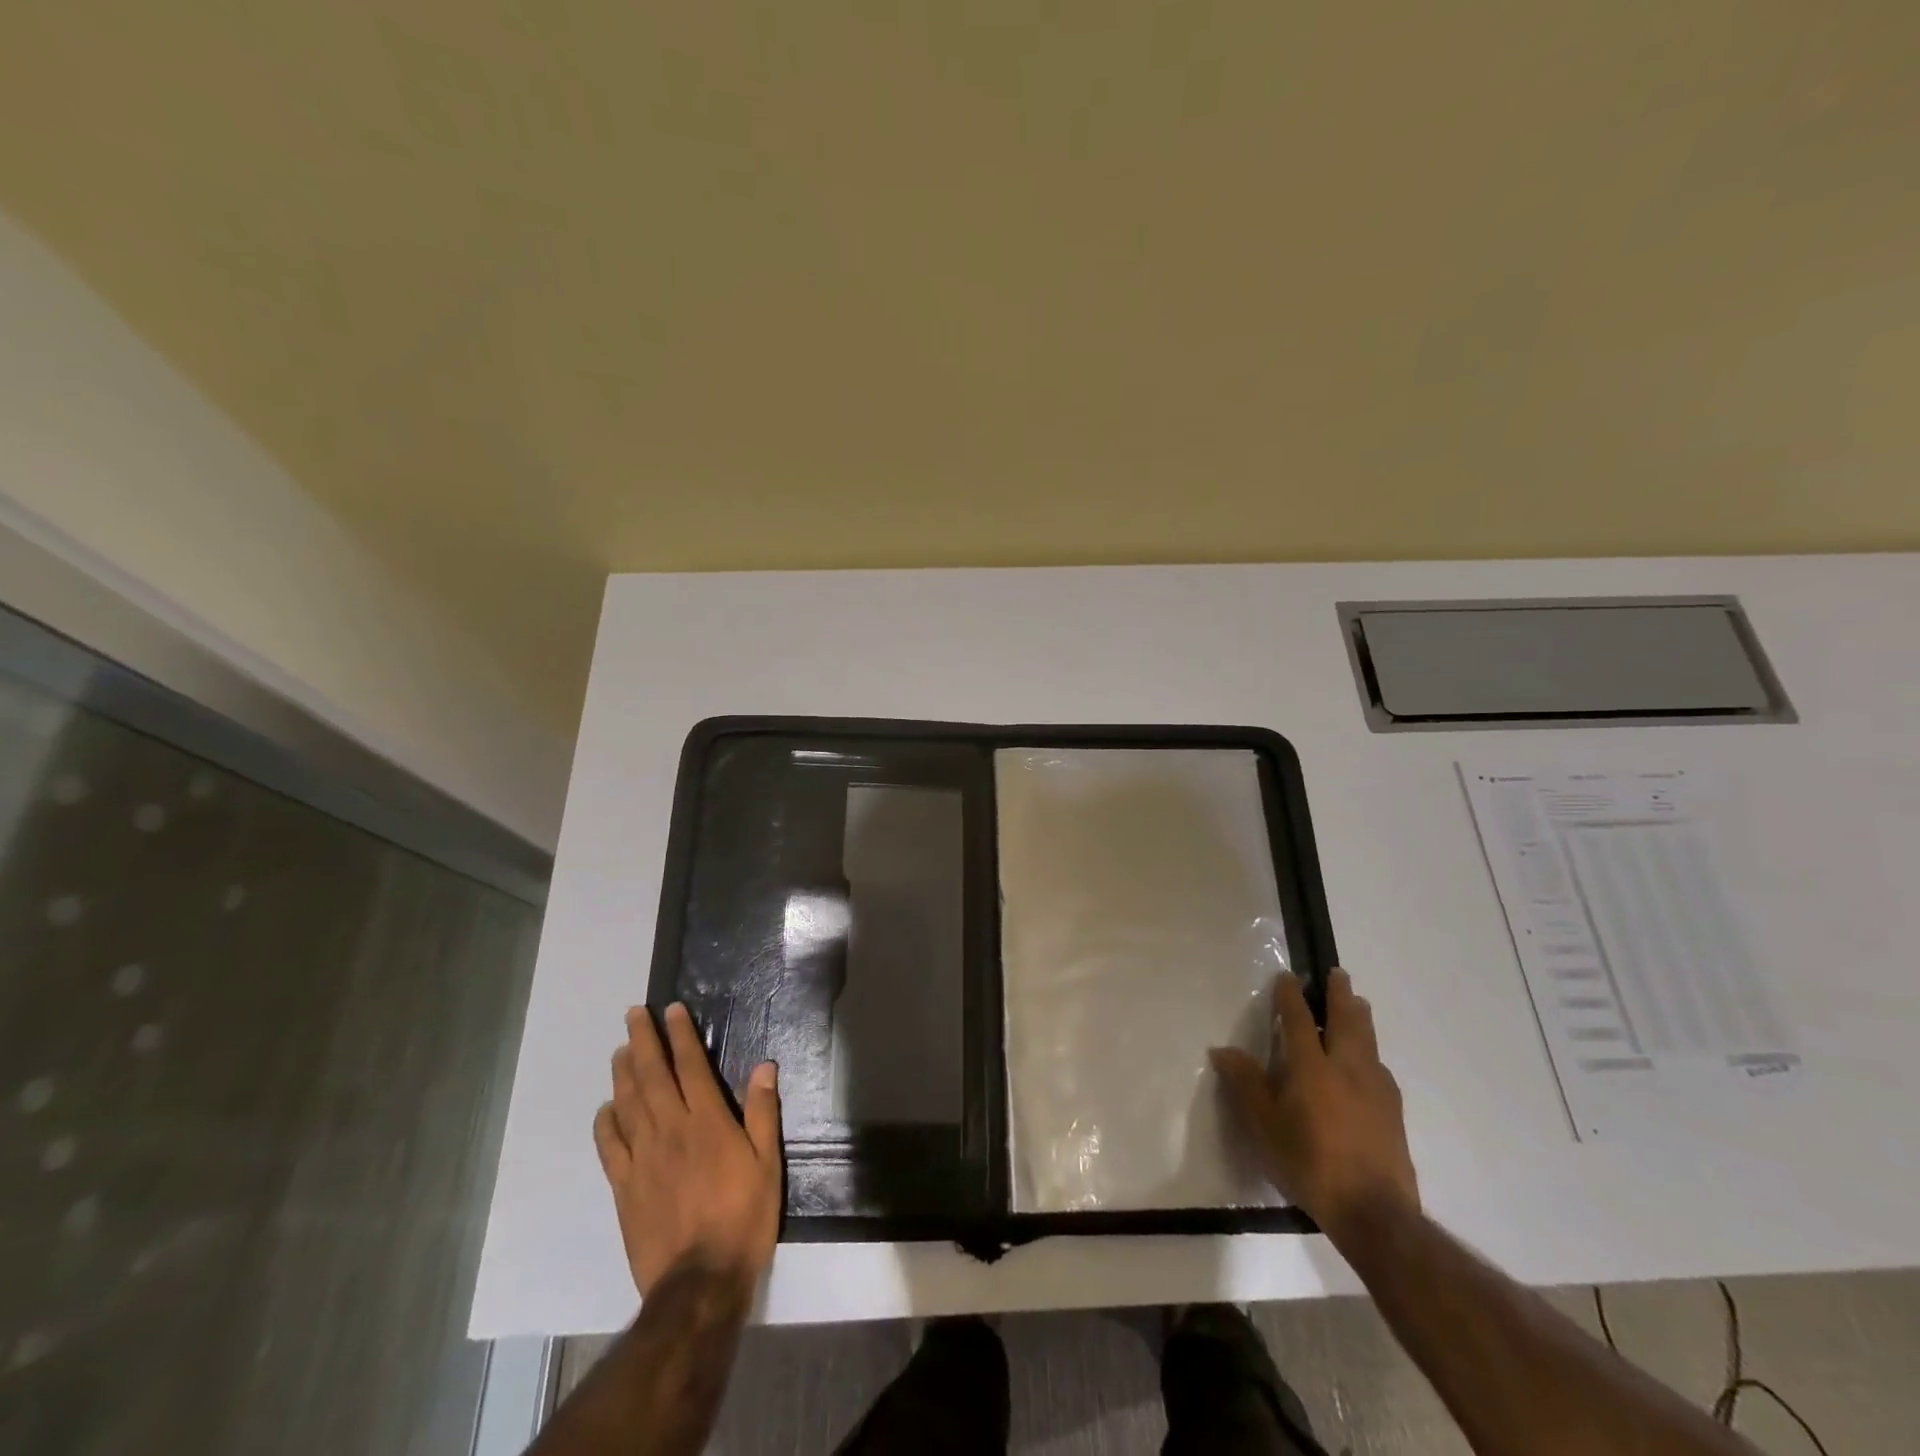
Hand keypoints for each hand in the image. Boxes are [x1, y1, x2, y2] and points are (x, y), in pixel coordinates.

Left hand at [594, 1003, 782, 1296]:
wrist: (699, 1284)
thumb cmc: (743, 1218)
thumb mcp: (768, 1164)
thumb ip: (762, 1113)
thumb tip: (764, 1066)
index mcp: (708, 1122)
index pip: (690, 1066)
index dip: (681, 1035)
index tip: (671, 1010)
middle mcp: (671, 1131)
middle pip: (652, 1076)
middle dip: (644, 1041)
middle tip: (633, 1014)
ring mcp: (643, 1159)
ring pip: (628, 1104)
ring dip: (623, 1073)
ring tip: (620, 1049)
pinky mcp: (625, 1188)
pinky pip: (610, 1147)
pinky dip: (606, 1123)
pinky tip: (606, 1109)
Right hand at [1211, 968, 1418, 1242]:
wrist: (1375, 1212)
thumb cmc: (1309, 1163)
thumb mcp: (1264, 1126)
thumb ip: (1245, 1085)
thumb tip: (1223, 1051)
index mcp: (1311, 1067)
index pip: (1297, 1020)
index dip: (1290, 996)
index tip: (1287, 976)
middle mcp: (1346, 1068)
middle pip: (1345, 1020)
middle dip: (1339, 994)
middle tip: (1338, 973)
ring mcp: (1376, 1089)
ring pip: (1368, 1040)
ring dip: (1360, 1017)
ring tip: (1359, 1003)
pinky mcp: (1394, 1111)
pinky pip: (1380, 1067)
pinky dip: (1371, 1051)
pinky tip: (1371, 1061)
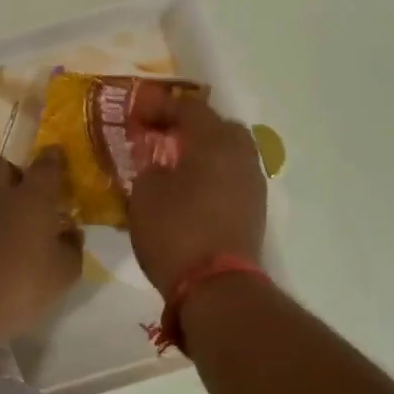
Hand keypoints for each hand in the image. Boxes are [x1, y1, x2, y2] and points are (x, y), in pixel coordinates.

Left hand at [0, 150, 84, 346]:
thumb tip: (70, 232)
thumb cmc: (19, 288)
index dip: (53, 159)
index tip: (56, 155)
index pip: (46, 167)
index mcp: (33, 200)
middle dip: (12, 172)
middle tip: (22, 193)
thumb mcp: (63, 276)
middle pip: (0, 164)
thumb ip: (71, 249)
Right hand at [127, 99, 266, 296]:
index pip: (189, 108)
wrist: (217, 286)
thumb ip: (149, 169)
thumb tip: (158, 165)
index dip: (161, 107)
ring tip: (175, 166)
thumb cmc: (175, 232)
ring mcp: (253, 183)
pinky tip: (191, 191)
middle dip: (190, 127)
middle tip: (162, 137)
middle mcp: (241, 155)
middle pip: (218, 126)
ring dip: (204, 152)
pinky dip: (213, 175)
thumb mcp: (145, 196)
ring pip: (229, 153)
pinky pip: (232, 178)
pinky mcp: (255, 210)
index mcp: (214, 142)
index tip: (138, 114)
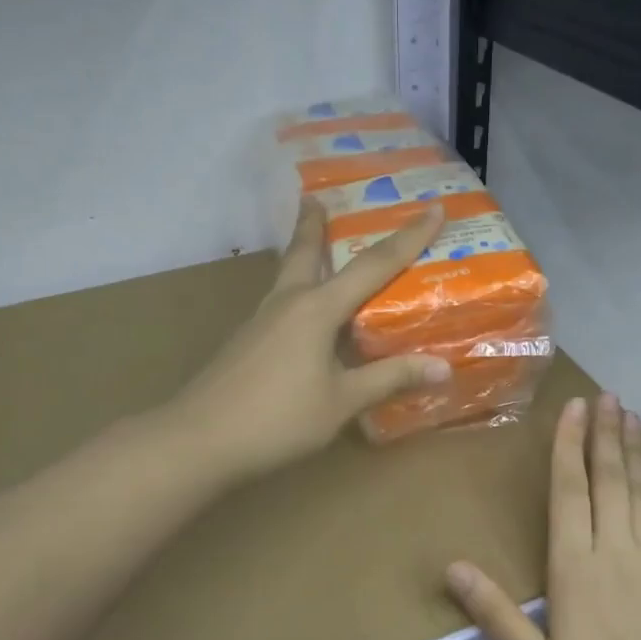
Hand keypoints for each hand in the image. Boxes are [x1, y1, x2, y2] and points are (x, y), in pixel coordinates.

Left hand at [171, 202, 449, 482]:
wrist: (198, 441)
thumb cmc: (278, 419)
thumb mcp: (342, 401)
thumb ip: (389, 379)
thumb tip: (443, 367)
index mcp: (317, 308)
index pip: (374, 265)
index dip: (409, 237)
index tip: (434, 208)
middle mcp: (288, 303)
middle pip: (305, 251)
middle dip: (313, 224)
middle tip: (316, 198)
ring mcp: (261, 321)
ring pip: (287, 275)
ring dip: (301, 253)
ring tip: (310, 241)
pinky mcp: (247, 341)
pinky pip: (280, 303)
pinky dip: (297, 291)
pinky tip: (301, 314)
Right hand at [445, 393, 640, 639]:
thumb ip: (495, 615)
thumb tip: (453, 567)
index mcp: (576, 569)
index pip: (570, 492)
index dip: (569, 447)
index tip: (574, 408)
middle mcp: (615, 551)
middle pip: (609, 479)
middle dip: (605, 434)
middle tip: (607, 395)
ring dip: (636, 450)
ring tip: (632, 415)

» Instructions to follow: Above are several records. Count the lines among them that contain "Left" and give only the total.

» Response below: 3